Walls and windows don’t come much more colourful than those surrounding me on this Mediterranean-view terrace in Tangier, Morocco. The vibrant pink paint reflects a juicy hue across the black and yellow tiles, and light bounces enthusiastically through the lime, canola and cornflower panes.
I’m sitting at a little round table, with red and green mosaic tiles, on an iron-lace chair with a red and white striped cushion. In my hand, a glittery gold tumbler holds fragrant mint tea that tastes as fresh as it looks. I feel a little regal, a little rich, with all this colour around me.
Echoing from the cool concrete walls are the guttural Arabic tones of men sharing tea and sunflower seeds as they escape the afternoon heat. The call to prayer is ringing between the city walls again, reminding me of the slowly fading day, the passing of this sense-livening experience.
Arriving from Spain by ferry, Tangier offers my first impressions of Morocco, as it has done for millions of other visitors over the years. The sights, sounds, tastes remind me vaguely of my Turkish, Syrian and Jordanian adventures, but there is a lovely African flavour that makes Morocco feel more exotic, more intense, writhing with life.
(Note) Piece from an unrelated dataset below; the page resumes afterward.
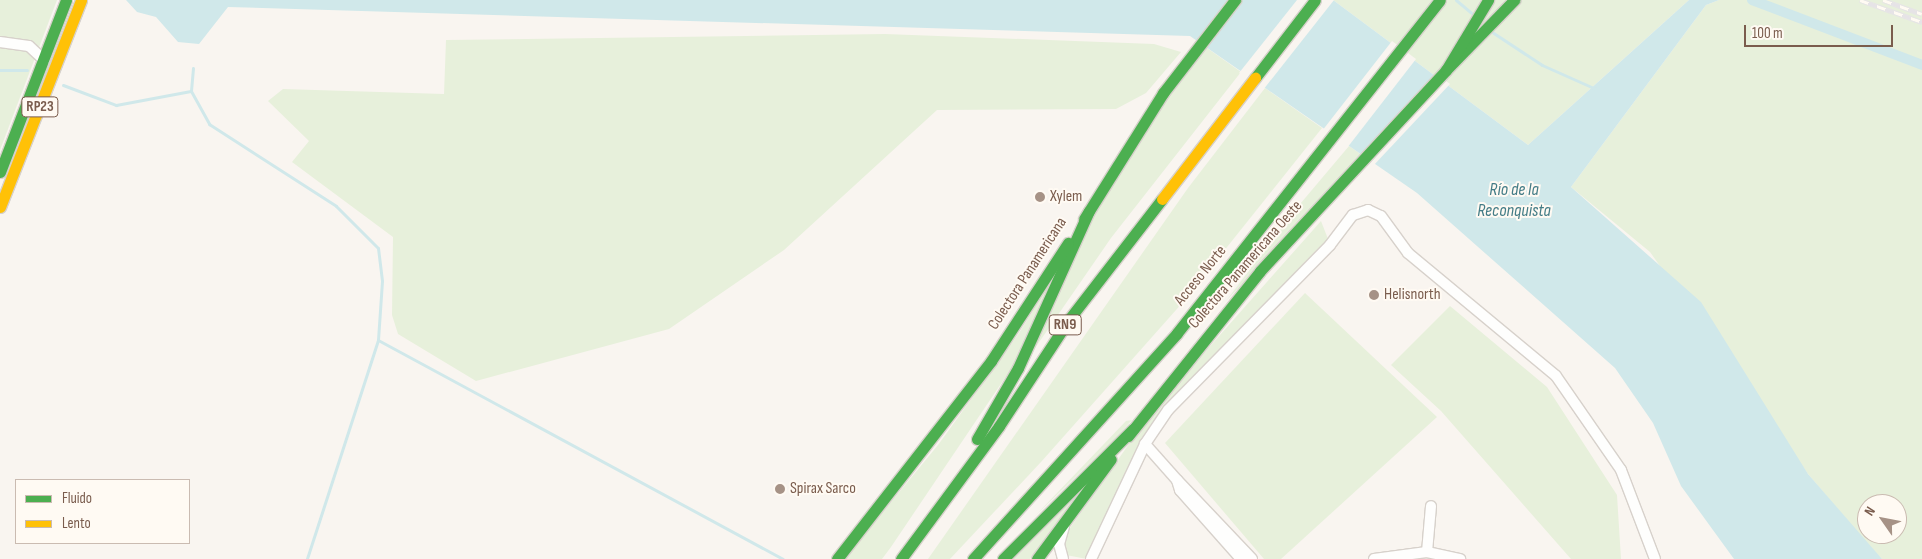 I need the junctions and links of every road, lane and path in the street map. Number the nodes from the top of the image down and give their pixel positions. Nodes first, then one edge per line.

Before the sun rose into a blistering heat, I set off to explore the Medina, an ancient labyrinth-like suburb that is thick with cultural delights. I found parking attendants who guide drivers into parks and then wash their car. I met vendors who call out in multiple tongues, willing you to turn your head in recognition. I watched old men stand, hands behind backs, gazing out to the intercontinental haze as the bright blue waters clashed with their stark-white clothes.
I listened to teens in a park play traditional music as they danced in the daylight. I ate spice-coated olives at a local market and walked by stalls selling chicken, freshly plucked and fleshy-pale.
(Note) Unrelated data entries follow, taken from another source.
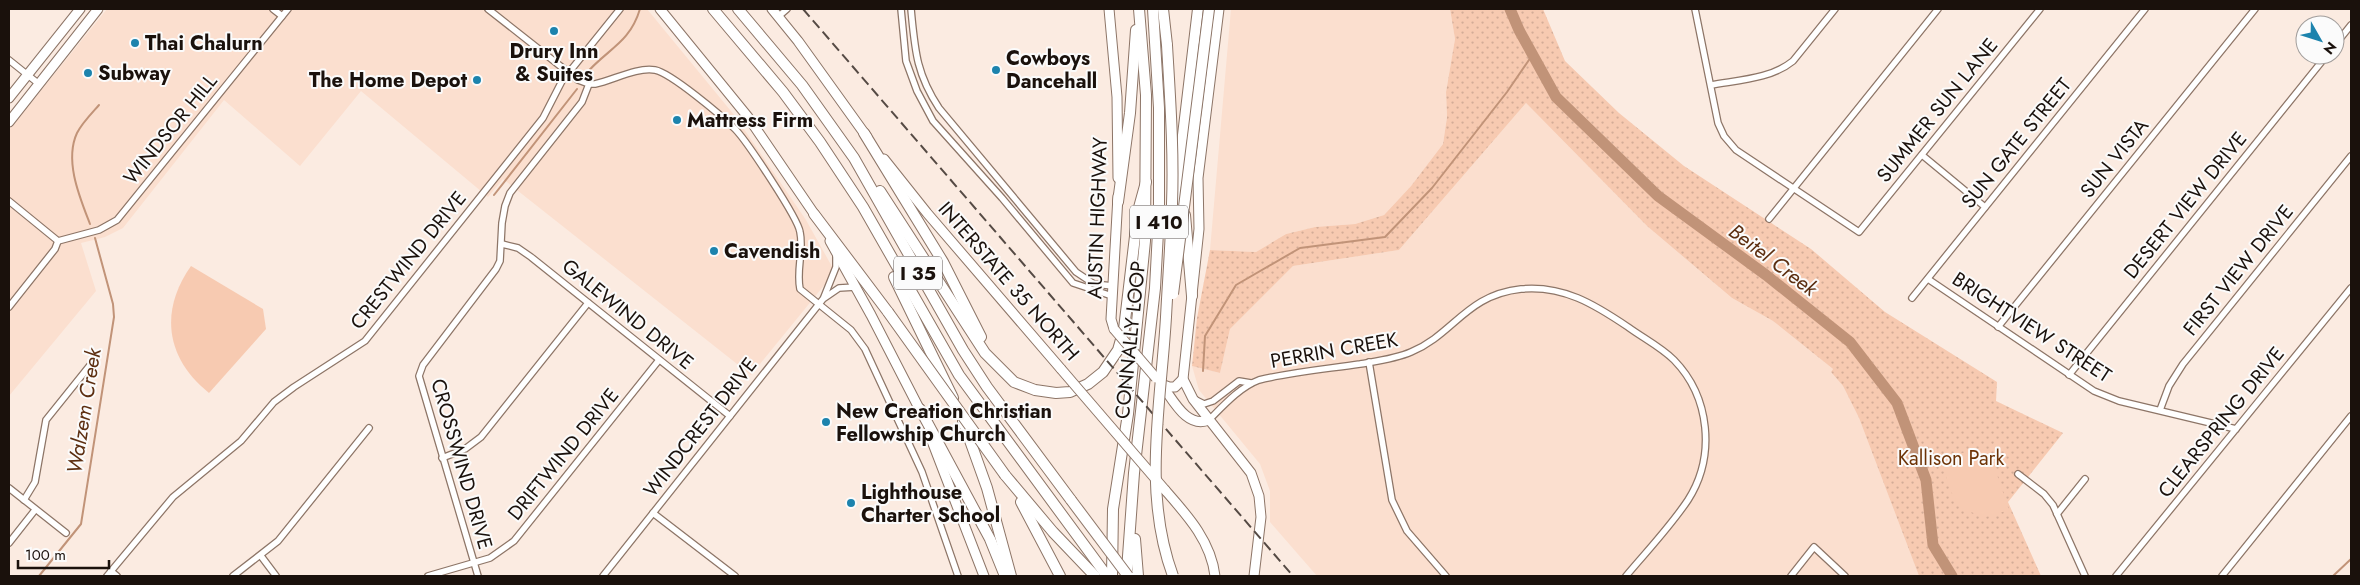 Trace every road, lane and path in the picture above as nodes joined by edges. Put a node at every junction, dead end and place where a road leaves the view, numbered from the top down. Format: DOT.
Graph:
graph roads {
  1 [pos="80,9"];
  2 [pos="98,9"];
  3 [pos="274,9"];
  4 [pos="288,9"];
  5 [pos="488,9"];
  6 [pos="620,9"];
  7 [pos="625,9"];
  8 [pos="660,9"];
  9 [pos="713,9"];
  10 [pos="738,9"];
  11 [pos="772,9"];
  12 [pos="787,9"];
  13 [pos="901,9"];
  14 [pos="911,9"];
  15 [pos="1109,9"];
  16 [pos="1138,9"];
  17 [pos="1152,9"];
  18 [pos="1164,9"];
  19 [pos="1198,9"];
  20 [pos="1209,9"];
  21 [pos="1219,9"];
  22 [pos="1695,9"];
  23 [pos="1835,9"];
  24 [pos="1938,9"];
  25 [pos="2040,9"];
  26 [pos="2145,9"];
  27 [pos="2255,9"];
  28 [pos="282,16"];
  29 [pos="615,16"];
  30 [pos="779,16"];
  31 [pos="9,60"];
  32 [pos="2319,65"];
  33 [pos="568,73"];
  34 [pos="27,74"];
  35 [pos="38,84"];
  36 [pos="589,84"];
  37 [pos="1711,85"];
  38 [pos="9,98"];
  39 [pos="9,122"];
  40 [pos="864,134"];
  41 [pos="1922,155"];
  42 [pos="2351,156"];
  43 [pos="854,158"];
  44 [pos="1181,166"];
  45 [pos="1146,182"];
  46 [pos="1793,188"];
  47 [pos="9,201"];
  48 [pos="1118,202"];
  49 [pos="1986,207"];
  50 [pos="814,214"];
  51 [pos="1769,219"];
  52 [pos="58,241"];
  53 [pos="502,244"];
  54 [pos="836,251"];
  55 [pos="888,254"];
  56 [pos="1928,279"];
  57 [pos="1113,286"];
  58 [pos="856,287"];
  59 [pos="2351,288"];
  60 [pos="1112,296"];
  61 [pos="1192,296"];
  62 [pos="1912,298"];
  63 [pos="823,299"];
  64 [pos="588,303"];
  65 [pos="818,305"];
  66 [pos="9,308"];
  67 [pos="1998,327"];
  68 [pos="1165,345"];
  69 [pos="659,360"];
  70 [pos="1369,362"];
  71 [pos="91,364"];
  72 [pos="1004,374"];
  73 [pos="2069,374"];
  74 [pos="1183,379"];
  75 [pos="1159,381"];
  76 [pos="1251,383"];
  77 [pos="1193,399"];
  78 [pos="920,409"];
  79 [pos="2160,410"];
  80 [pos="730,416"];
  81 [pos="2351,416"];
  82 [pos="1209,420"];
  83 [pos="369,428"];
  84 [pos="2236,429"];
  85 [pos="1138,435"];
  86 [pos="442,458"];
  87 [pos="2018,474"];
  88 [pos="1005,475"];
  89 [pos="2085,479"];
  90 [pos="9,488"];
  91 [pos="1133,496"];
  92 [pos="24,500"];
  93 [pos="35,510"];
  94 [pos="653,513"];
  95 [pos="2057,514"];
  96 [pos="66,533"];
  97 [pos="9,543"];
  98 [pos="261,556"];
  99 [pos="474,563"];
  100 [pos="109,574"];
  101 [pos="732,575"];
  102 [pos="1059,575"];
  103 [pos="117,576"];
  104 [pos="233,576"];
  105 [pos="276,576"];
  106 [pos="428,576"];
  107 [pos="478,576"];
  108 [pos="604,576"];
  109 [pos="958,576"];
  110 [pos="984,576"];
  111 [pos="1005,576"];
  112 [pos="1011,576"];
  113 [pos="1095,576"];
  114 [pos="1107,576"];
  115 [pos="1112,576"];
  116 [pos="1128,576"];
  117 [pos="1138,576"];
  118 [pos="1174,576"];
  119 [pos="1215,576"];
  120 [pos="1254,576"];
  121 [pos="1446,576"];
  122 [pos="1626,576"];
  123 [pos="1791,576"];
  124 [pos="1845,576"];
  125 [pos="2085,576"];
  126 [pos="2116,576"];
  127 [pos="2222,576"];
  1 -- 34 [label="main road"];
  2 -- 35 [label="main road"];
  3 -- 28 [label="street"];
  4 -- 28 [label="street, WINDSOR HILL"];
  5 -- 33 [label="street"];
  6 -- 29 [label="street, CRESTWIND DRIVE"];
  7 -- 29 [label="street, CRESTWIND DRIVE"];
  8 -- 50 [label="main road"];
  9 -- 55 [label="highway, I 35"];
  10 -- 43 [label="highway, I 35"];
  11 -- 30 [label="main road, INTERSTATE 35 NORTH"];
  12 -- 30 [label="street"];
  13 -- 60 [label="street"];
  14 -- 57 [label="street"];
  15 -- 48 [label="main road, AUSTIN HIGHWAY"];
  16 -- 45 [label="highway, I 410"];
  16 -- 48 [label="highway"];
  17 -- 85 [label="highway, CONNALLY LOOP / I 410"];
  18 -- 68 [label="highway, bridge"];
  19 -- 44 [label="highway"];
  20 -- 68 [label="highway, bridge"];
  21 -- 61 [label="main road"];
  22 -- 37 [label="street"];
  23 -- 37 [label="street"];
  24 -- 46 [label="street"];
  25 -- 41 [label="street, SUMMER SUN LANE"];
  26 -- 49 [label="street, SUN GATE STREET"];
  27 -- 67 [label="street, SUN VISTA"];
  28 -- 52 [label="street, WINDSOR HILL"];
  29 -- 33 [label="street, CRESTWIND DRIVE"];
  30 -- 40 [label="main road, INTERSTATE 35 NORTH"];
  31 -- 34 [label="street"];
  32 -- 73 [label="street, DESERT VIEW DRIVE"];
  33 -- 36 [label="street"];
  33 -- 100 [label="street, CRESTWIND DRIVE"];
  34 -- 35 [label="street"];
  34 -- 38 [label="main road"];
  35 -- 39 [label="main road"];
  36 -- 53 [label="street, CROSSWIND DRIVE"];
  36 -- 65 [label="street"];
  37 -- 46 [label="street"];
  40 -- 72 [label="highway"];
  40 -- 119 [label="main road, INTERSTATE 35 NORTH, bridge"];
  41 -- 46 [label="street, SUMMER SUN LANE"];
  41 -- 49 [label="street"];
  42 -- 79 [label="street, FIRST VIEW DRIVE"];
  43 -- 72 [label="highway, I 410"];
  43 -- 116 [label="highway, I 35, bridge"];
  44 -- 61 [label="highway"];
  44 -- 85 [label="highway"];
  45 -- 72 [label="highway, I 410"];
  45 -- 115 [label="highway"];
  46 -- 51 [label="street"];
  47 -- 52 [label="street"];
  48 -- 57 [label="main road, AUSTIN HIGHWAY"];
  49 -- 56 [label="street, SUN GATE STREET"];
  50 -- 54 [label="main road"];
  50 -- 88 [label="highway, bridge"];
  52 -- 66 [label="street"];
  53 -- 64 [label="street, GALEWIND DRIVE"];
  53 -- 86 [label="street, CROSSWIND DRIVE"];
  54 -- 58 [label="main road"];
  54 -- 63 [label="street, WINDCREST DRIVE"];
  55 -- 112 [label="highway"];
  55 -- 114 [label="highway"];
  56 -- 62 [label="street, SUN GATE STREET"];
  56 -- 67 [label="street, BRIGHTVIEW STREET"];
  57 -- 60 [label="main road, AUSTIN HIGHWAY"];
  58 -- 63 [label="street, WINDCREST DRIVE"];
  58 -- 78 [label="main road"];
  59 -- 84 [label="street, CLEARSPRING DRIVE"];
  60 -- 75 [label="main road, AUSTIN HIGHWAY, bridge"];
  61 -- 74 [label="main road"];
  63 -- 65 [label="street, WINDCREST DRIVE"];
  64 -- 69 [label="street, GALEWIND DRIVE"];
  64 -- 86 [label="street"];
  65 -- 80 [label="street, WINDCREST DRIVE"];
  65 -- 109 [label="street"];
  67 -- 73 [label="street, BRIGHTVIEW STREET"];
  68 -- 118 [label="highway, bridge"];
  69 -- 80 [label="street, GALEWIND DRIVE"];
  69 -- 99 [label="street, DRIFTWIND DRIVE"];
  70 -- 76 [label="street, PERRIN CREEK"];
  70 -- 121 [label="street"];
  70 -- 122 [label="street, PERRIN CREEK"];
  71 -- 92 [label="street"];
  73 -- 79 [label="street, BRIGHTVIEW STREET"];
  74 -- 75 [label="main road"];
  74 -- 77 [label="main road"];
  75 -- 82 [label="main road, AUSTIN HIGHWAY"];
  76 -- 77 [label="street, PERRIN CREEK"];
  76 -- 82 [label="street, PERRIN CREEK"];
  77 -- 82 [label="main road"];
  78 -- 110 [label="main road"];
  78 -- 111 [label="highway"];
  79 -- 84 [label="street, BRIGHTVIEW STREET"];
  80 -- 94 [label="street, WINDCREST DRIVE"];
  81 -- 127 [label="street"];
  82 -- 120 [label="main road"];
  83 -- 98 [label="street"];
  84 -- 126 [label="street, CLEARSPRING DRIVE"];
  85 -- 91 [label="highway, CONNALLY LOOP / I 410"];
  86 -- 99 [label="street, CROSSWIND DRIVE"];
  87 -- 95 [label="street"];
  88 -- 102 [label="highway"];
  88 -- 113 [label="highway"];
  89 -- 95 [label="street"];
  90 -- 92 [label="street"];
  91 -- 116 [label="highway, I 410"];
  91 -- 117 [label="highway"];
  92 -- 93 [label="street"];
  93 -- 96 [label="street"];
  93 -- 97 [label="street"];
  94 -- 101 [label="street"];
  94 -- 108 [label="street, WINDCREST DRIVE"];
  95 -- 125 [label="street"];
  98 -- 104 [label="street"];
  98 -- 105 [label="street"];
  99 -- 106 [label="street, DRIFTWIND DRIVE"];
  99 -- 107 [label="street, CROSSWIND DRIVE"];
  100 -- 103 [label="street"];
  123 -- 124 [label="street"];
}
But my favourite find of my medina wanderings was a little white-washed cafe just outside the Kazbar Museum. It was there that I drank mint tea next to a sleeping cat and listened to local men play local music with oud and drum.
Tips for visiting Tangier:
- It is handy to have a hotel booked when you arrive, just so you can complete the ‘address’ section on the border entry form and confidently escape the persistent touts who flock to stations, ports, terminals and ranks to tell you that their hotel is the only one available in the city. I stayed in the grand but weary Hotel Continental, which used to be the celebrity hotel of choice in its heyday. It has charming staff, Mediterranean views and is right next to the medina and Kazbar.
- Pack your sense of humour in generous measure. This is a city that can test your patience, with hotelliers, vendors, touts, scouts and nosey locals calling at you as you walk the streets. If you are not interested in their wares or pitch, I’ve found the best response is just to smile, politely say no (or la shukran in Arabic) repeatedly and don’t hesitate in your step. Most people are harmless and just doing business the way they think is best, they may follow you for a couple of blocks with their best hard sell, but eventually they will fall away and try their spiel on someone else.
- If you are catching the ferry from Spain, check which ports you are going to and from. The ferry from Algerciras took about 1 hour and dropped us at the ‘new’ port, about an hour from the city. There is an information point there for maps, a Europecar office and a free bus that takes passengers to the main bus station in Tangier. There are lots of taxis there at the bus station (use the tan ones and negotiate the price before you get in) or you can walk to the old town in 30 minutes. Make sure you keep your ferry ticket so you can use the bus. There is also a port in the city centre accepting ferries from other places.
- Visit the Kazbar Museum for a wonderful photographic exhibition. Entry is 20 Dirham and for that you get to see old photos, film and documentaries of Morocco (mostly black and white), as well as modern art pieces, a few ancient artefacts and a lovely terrace garden.